Entre outras regras, o texto constitucional de 88 estabeleceu o piso de um salário mínimo para os benefícios da Previdência, criou o seguro-desemprego, garantiu a estabilidade dos servidores públicos e definiu assistência pública para idosos e deficientes.
De 88 para cá, o Estado passou a se apropriar de uma fatia maior da renda do país. A carga de impostos saltou de 22% para 30% do PIB (Produto Interno Bruto, medida da riqueza nacional), uma das mais altas do mundo para países com o nível de renda brasileiro.
Os gastos públicos estão em patamares ainda mais elevados -de quase 38% do PIB. Mas nem assim se chega perto da cobertura social desenhada pela Constituição.
Pior: gastando mais do que arrecada, o governo absorve boa parte da poupança do país que deveria estar financiando investimentos -ou seja, mais riqueza no futuro.
É claro que não se pode simplesmente jogar sobre a Constituição a culpa pelo déficit público, que sempre existiu no país.
Mas basta analisar o Orçamento do ano que vem (ver quadro nesta página) para notar como as obrigações constitucionais, mesmo insatisfatoriamente cumpridas, absorvem quase toda a arrecadação federal e deixam pouca margem de manobra para os administradores.
A receita do governo será de R$ 187,8 bilhões, dos quais quase 80% -R$ 146,7 bilhões- não podem ser reduzidos: são gastos com pessoal, benefícios previdenciários e transferências a Estados e municípios, todos protegidos, até agora, pelo texto constitucional.
Sobram R$ 41,1 bilhões, dos quais metade vai para gastos sociais prioritários (saúde, educação, reforma agrária e assistência social) e metade para obras e custeio da máquina administrativa.

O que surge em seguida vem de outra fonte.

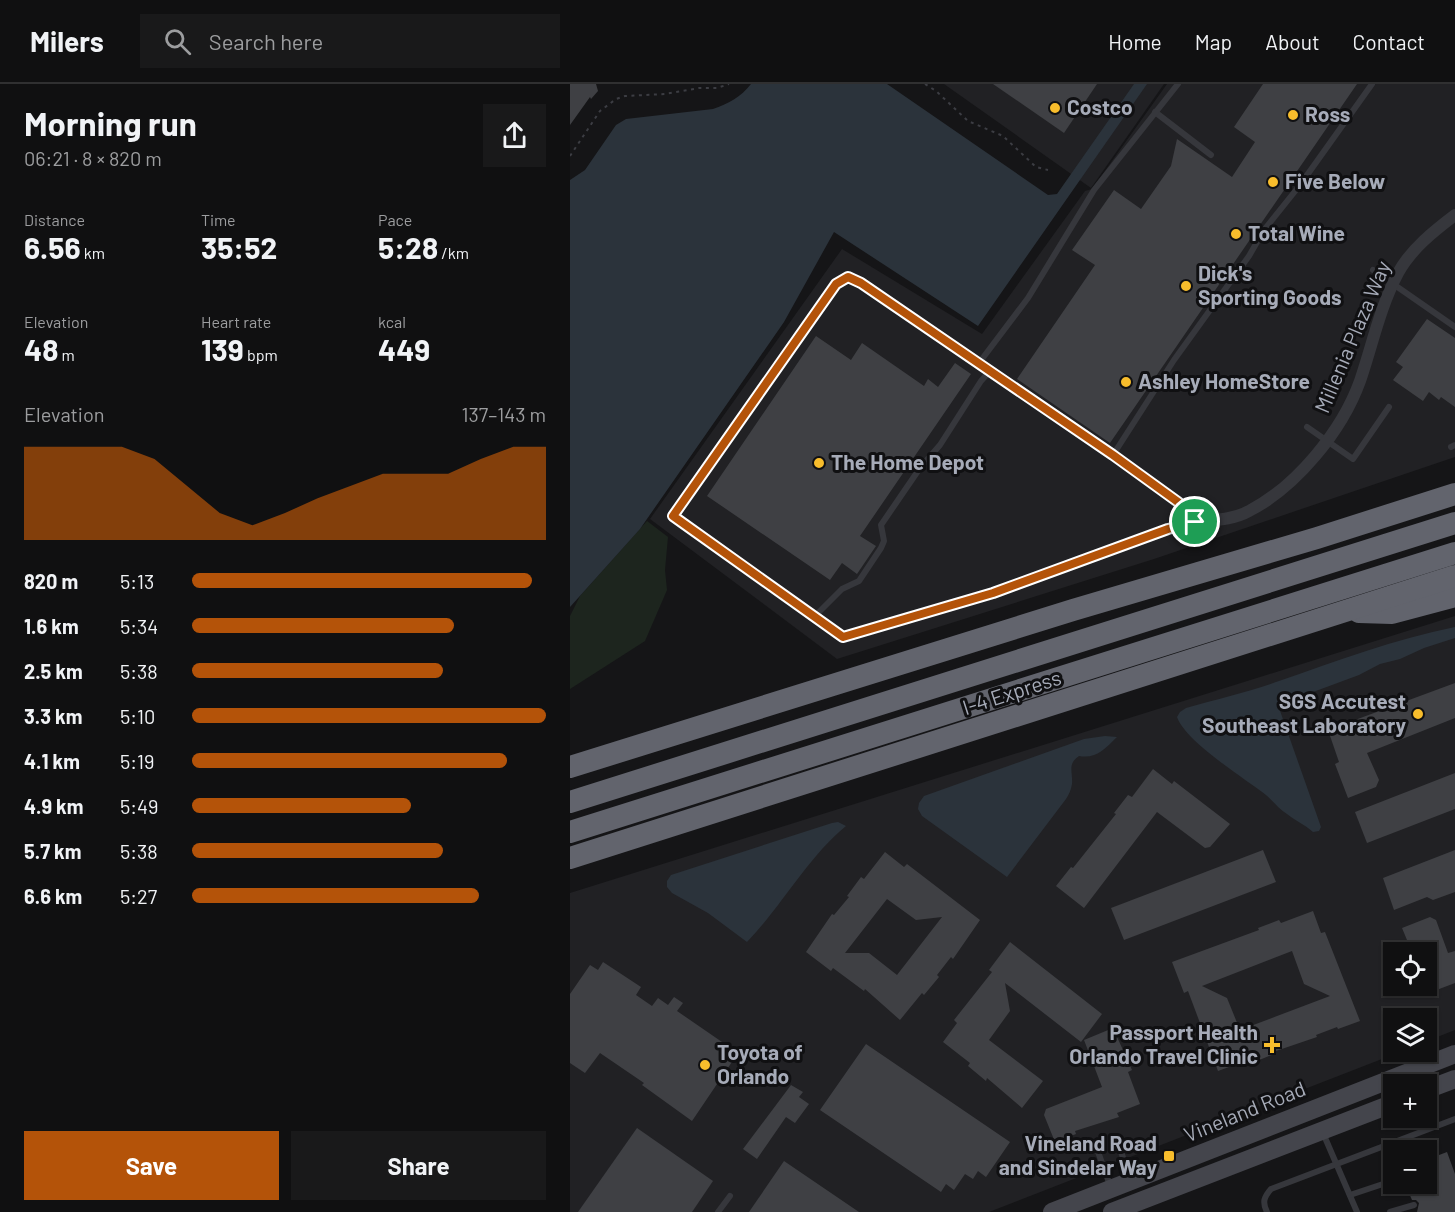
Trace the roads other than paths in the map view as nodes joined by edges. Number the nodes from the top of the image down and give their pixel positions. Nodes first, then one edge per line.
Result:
1 (1178, 84) edge
2 (1372, 84) edge
3 (1155, 112) junction
4 (1211, 155) dead end
5 (1455, 214) edge
6 (1373, 270) dead end
7 (1394, 285) junction
8 (1455, 327) edge
9 (979, 363) junction
10 (990, 371) junction
11 (1389, 406) dead end
12 (1307, 427) dead end
13 (1328, 441) junction
14 (1113, 455) junction
15 (1455, 479) edge
16 (1455, 494) edge
17 (1387, 516) junction
18 (1195, 522) junction
19 (1455, 523) edge
20 (1455, 553) edge
21 (1455, 576) edge
22 (1455, 596) edge
23 (1340, 612) junction
24 (815, 616) junction
25 (570, 767) edge
26 (570, 802) edge
27 (570, 832) edge
28 (570, 858) edge
29 (1455, 1054) edge
30 (1455, 1079) edge
31 (1437, 1086) edge
32 (1383, 1106) edge
33 (1314, 1109) junction
34 (1455, 1119) edge
35 (1322, 1131) junction
36 (1117, 1140) dead end
37 (1097, 1149) dead end
38 (1338, 1164) junction
39 (1131, 1181) junction
40 (1383, 1184) edge
41 (1112, 1189) junction
42 (1350, 1195) junction
43 (730, 1196) dead end
44 (1414, 1204) dead end
45 (718, 1212) edge
46 (1052, 1212) edge
47 (1112, 1212) edge
48 (1267, 1212) edge
49 (1357, 1212) edge
50 (1390, 1212) edge

1 - 3 lane
2 - 14 lane
3 - 4 lane
3 - 9 lane
5 - 7 street, Millenia Plaza Way
6 - 7 lane
7 - 8 lane
7 - 13 street, Millenia Plaza Way
9 - 10 lane
9 - 24 lane
10 - 14 lane
10 - 24 lane
11 - 13 lane
12 - 13 lane
13 - 18 street, Millenia Plaza Way
14 - 18 lane
15 - 17 highway
16 - 17 highway
17 - 25 highway
18 - 24 lane
19 - 26 highway, I-4 Express
20 - 27 highway, I-4 Express
21 - 23 highway
22 - 23 highway
23 - 28 highway
29 - 33 street, Vineland Road
30 - 31 street
32 - 35 street
33 - 35 street
33 - 39 street, Vineland Road
34 - 38 lane
35 - 38 lane
35 - 47 street
36 - 39 lane
37 - 41 lane
38 - 42 lane
38 - 48 lane
39 - 41 street, Vineland Road
40 - 42 lane
41 - 46 street, Vineland Road
42 - 49 lane
43 - 45 lane
44 - 50 lane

Ficam faltando R$ 40 bilhões para pagar os juros da dívida federal que, se não forem abatidos, vão engordar a dívida pública -ou seja, gerar mais despesas no futuro.
Dívida social
"A Constituição representou, na época, um pacto para o resgate da chamada dívida social atribuída ao regime militar", avalia o economista Raul Velloso, especializado em contas públicas.
Outros dois objetivos, diz Velloso, eram a moralização do serviço público e o fortalecimento dos municípios.
Ao passarem para o recém-criado Regime Jurídico Único, cerca de 400 mil servidores públicos antes regidos pela CLT (Consolidação das Leis do Trabalho) ganharam estabilidade e direito à aposentadoria integral.
Em 99, o governo federal gastará R$ 22 bilhões com seus inativos, para uma receita de R$ 3 bilhões das contribuições dos servidores da ativa.
A Previdência dos trabalhadores da iniciativa privada gastará R$ 57,5 bilhões em benefícios, cerca de R$ 7 bilhões acima da arrecadação. Qualquer aumento do salário mínimo elevará o déficit.
Os gastos sociais são menores que os gastos com pessoal Äapesar de os servidores não receberem aumentos salariais desde 95. E, pior, são candidatos a cortes quando o governo resolver controlar o crescimento da dívida pública.